[EXERCISE MATERIALS]
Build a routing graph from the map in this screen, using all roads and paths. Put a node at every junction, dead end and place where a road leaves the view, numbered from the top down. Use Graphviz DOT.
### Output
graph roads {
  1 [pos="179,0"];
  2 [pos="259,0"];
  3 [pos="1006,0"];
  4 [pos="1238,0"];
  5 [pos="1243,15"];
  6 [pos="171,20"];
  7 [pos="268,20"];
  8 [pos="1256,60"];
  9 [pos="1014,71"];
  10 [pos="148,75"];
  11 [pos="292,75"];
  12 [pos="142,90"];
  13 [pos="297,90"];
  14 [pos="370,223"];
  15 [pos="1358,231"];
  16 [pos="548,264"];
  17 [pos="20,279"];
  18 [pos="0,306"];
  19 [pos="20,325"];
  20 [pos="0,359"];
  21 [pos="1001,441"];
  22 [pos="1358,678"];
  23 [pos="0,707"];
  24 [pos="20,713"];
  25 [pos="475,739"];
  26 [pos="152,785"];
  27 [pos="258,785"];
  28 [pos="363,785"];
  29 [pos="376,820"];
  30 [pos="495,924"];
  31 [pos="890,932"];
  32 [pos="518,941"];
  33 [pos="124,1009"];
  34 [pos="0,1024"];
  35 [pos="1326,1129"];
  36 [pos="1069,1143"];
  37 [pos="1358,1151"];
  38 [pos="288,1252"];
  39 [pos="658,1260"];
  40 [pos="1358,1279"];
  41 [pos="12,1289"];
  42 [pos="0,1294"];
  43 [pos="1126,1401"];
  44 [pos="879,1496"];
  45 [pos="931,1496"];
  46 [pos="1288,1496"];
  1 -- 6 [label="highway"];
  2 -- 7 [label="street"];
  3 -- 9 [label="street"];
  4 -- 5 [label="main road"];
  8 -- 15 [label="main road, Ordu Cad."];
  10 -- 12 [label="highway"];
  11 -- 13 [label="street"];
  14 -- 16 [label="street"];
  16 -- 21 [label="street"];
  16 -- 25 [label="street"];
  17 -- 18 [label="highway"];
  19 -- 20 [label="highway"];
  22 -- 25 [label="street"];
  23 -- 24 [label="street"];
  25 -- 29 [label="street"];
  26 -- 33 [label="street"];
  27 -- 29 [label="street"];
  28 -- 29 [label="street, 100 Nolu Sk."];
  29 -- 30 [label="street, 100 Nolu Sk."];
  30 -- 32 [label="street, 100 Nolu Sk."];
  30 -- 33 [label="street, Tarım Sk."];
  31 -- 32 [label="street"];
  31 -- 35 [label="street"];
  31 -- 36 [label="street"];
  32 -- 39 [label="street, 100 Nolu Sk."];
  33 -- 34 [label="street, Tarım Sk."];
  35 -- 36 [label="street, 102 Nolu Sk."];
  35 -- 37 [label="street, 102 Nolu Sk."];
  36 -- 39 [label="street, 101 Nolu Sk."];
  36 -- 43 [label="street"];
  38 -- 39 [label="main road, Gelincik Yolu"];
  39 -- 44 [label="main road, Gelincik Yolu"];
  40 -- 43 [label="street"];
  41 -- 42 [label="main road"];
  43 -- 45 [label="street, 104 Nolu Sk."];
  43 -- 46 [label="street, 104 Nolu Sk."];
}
[/EXERCISE MATERIALS]
[EXERCISE MATERIALS]
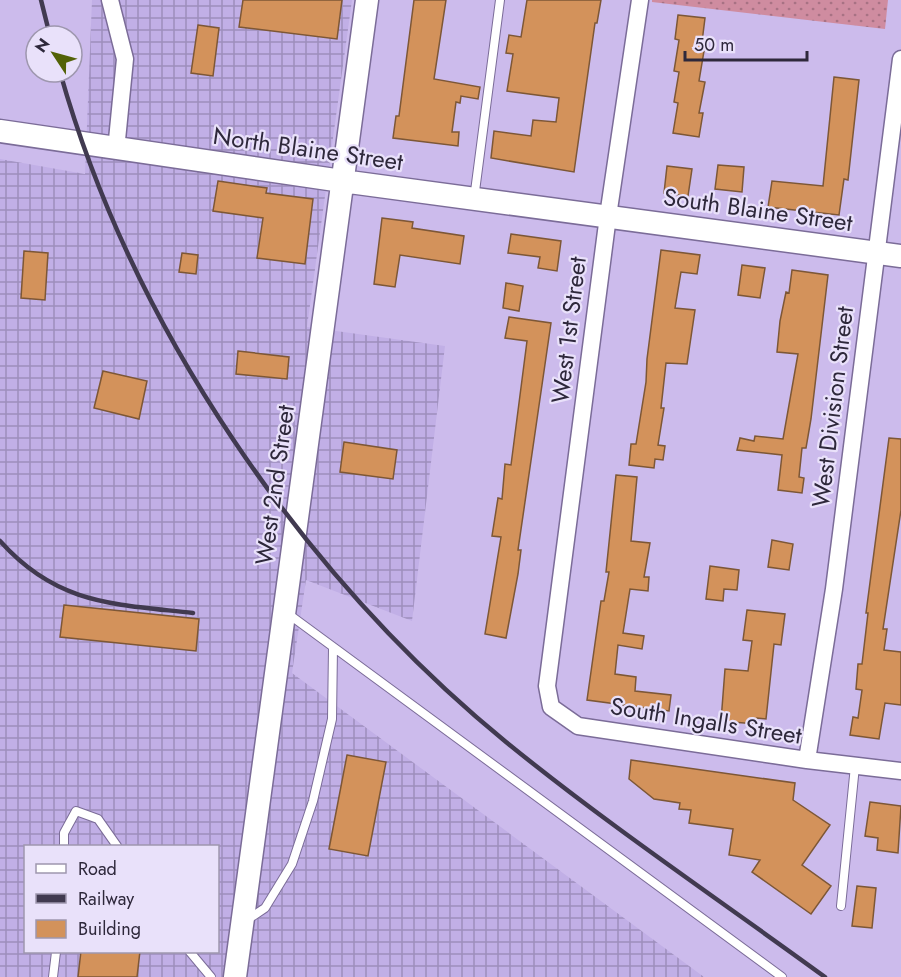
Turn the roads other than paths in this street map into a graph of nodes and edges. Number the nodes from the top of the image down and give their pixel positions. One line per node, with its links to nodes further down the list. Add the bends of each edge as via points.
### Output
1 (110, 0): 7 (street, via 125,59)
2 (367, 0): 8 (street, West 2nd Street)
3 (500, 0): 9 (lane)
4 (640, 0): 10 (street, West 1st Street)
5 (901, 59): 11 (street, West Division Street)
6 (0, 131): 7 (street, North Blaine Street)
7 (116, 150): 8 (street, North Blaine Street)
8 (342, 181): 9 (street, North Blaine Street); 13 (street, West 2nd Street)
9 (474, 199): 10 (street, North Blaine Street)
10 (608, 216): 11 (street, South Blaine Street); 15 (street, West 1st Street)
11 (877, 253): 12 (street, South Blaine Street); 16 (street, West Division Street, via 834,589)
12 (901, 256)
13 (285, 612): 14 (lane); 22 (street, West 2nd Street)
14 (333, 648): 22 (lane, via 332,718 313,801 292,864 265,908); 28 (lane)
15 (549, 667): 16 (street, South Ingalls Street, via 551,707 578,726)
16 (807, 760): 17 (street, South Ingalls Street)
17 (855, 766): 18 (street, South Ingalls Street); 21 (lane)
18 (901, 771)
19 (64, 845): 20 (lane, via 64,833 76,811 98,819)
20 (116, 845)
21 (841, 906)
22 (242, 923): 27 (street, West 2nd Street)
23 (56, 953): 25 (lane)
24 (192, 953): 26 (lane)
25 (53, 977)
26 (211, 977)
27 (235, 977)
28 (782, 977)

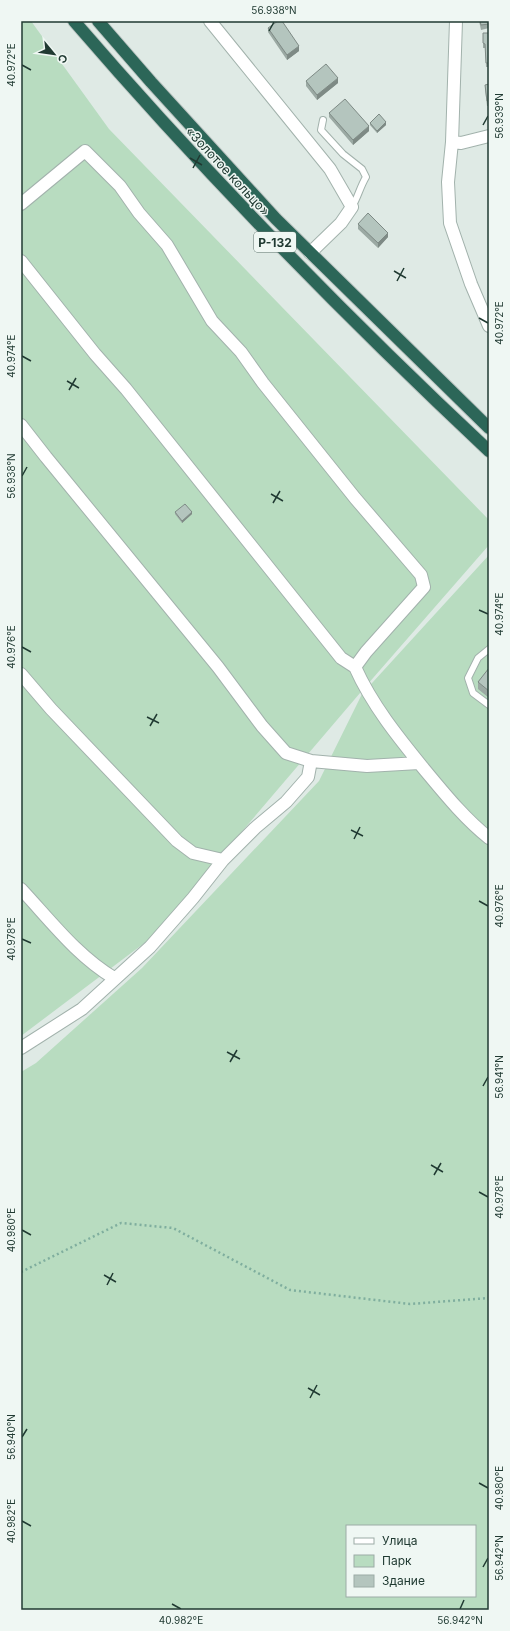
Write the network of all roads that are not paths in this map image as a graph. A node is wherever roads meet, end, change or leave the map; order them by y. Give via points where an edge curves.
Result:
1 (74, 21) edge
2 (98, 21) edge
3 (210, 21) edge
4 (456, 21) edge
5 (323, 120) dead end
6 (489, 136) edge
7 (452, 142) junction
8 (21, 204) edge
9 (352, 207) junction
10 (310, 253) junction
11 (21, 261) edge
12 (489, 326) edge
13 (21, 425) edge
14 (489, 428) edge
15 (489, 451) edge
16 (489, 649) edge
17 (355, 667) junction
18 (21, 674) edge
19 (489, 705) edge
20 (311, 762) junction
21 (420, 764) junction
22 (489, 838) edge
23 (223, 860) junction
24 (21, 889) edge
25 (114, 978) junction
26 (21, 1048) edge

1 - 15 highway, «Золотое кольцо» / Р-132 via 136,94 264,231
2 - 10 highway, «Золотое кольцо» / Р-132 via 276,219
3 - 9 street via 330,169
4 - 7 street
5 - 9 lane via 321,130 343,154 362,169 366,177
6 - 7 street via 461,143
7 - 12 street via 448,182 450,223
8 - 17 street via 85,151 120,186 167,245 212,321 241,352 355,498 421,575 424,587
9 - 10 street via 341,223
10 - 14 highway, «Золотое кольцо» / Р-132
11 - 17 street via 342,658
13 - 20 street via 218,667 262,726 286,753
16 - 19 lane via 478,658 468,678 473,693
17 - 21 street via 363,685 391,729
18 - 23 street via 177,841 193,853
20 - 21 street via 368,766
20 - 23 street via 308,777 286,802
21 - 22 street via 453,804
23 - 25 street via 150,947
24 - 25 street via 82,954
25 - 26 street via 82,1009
[/EXERCISE MATERIALS]
*WHAT IS NEEDED*. Determine how many lines in the data above contain the string "image". Give nothing except the number.

*RESULT OF THIS TASK*. 2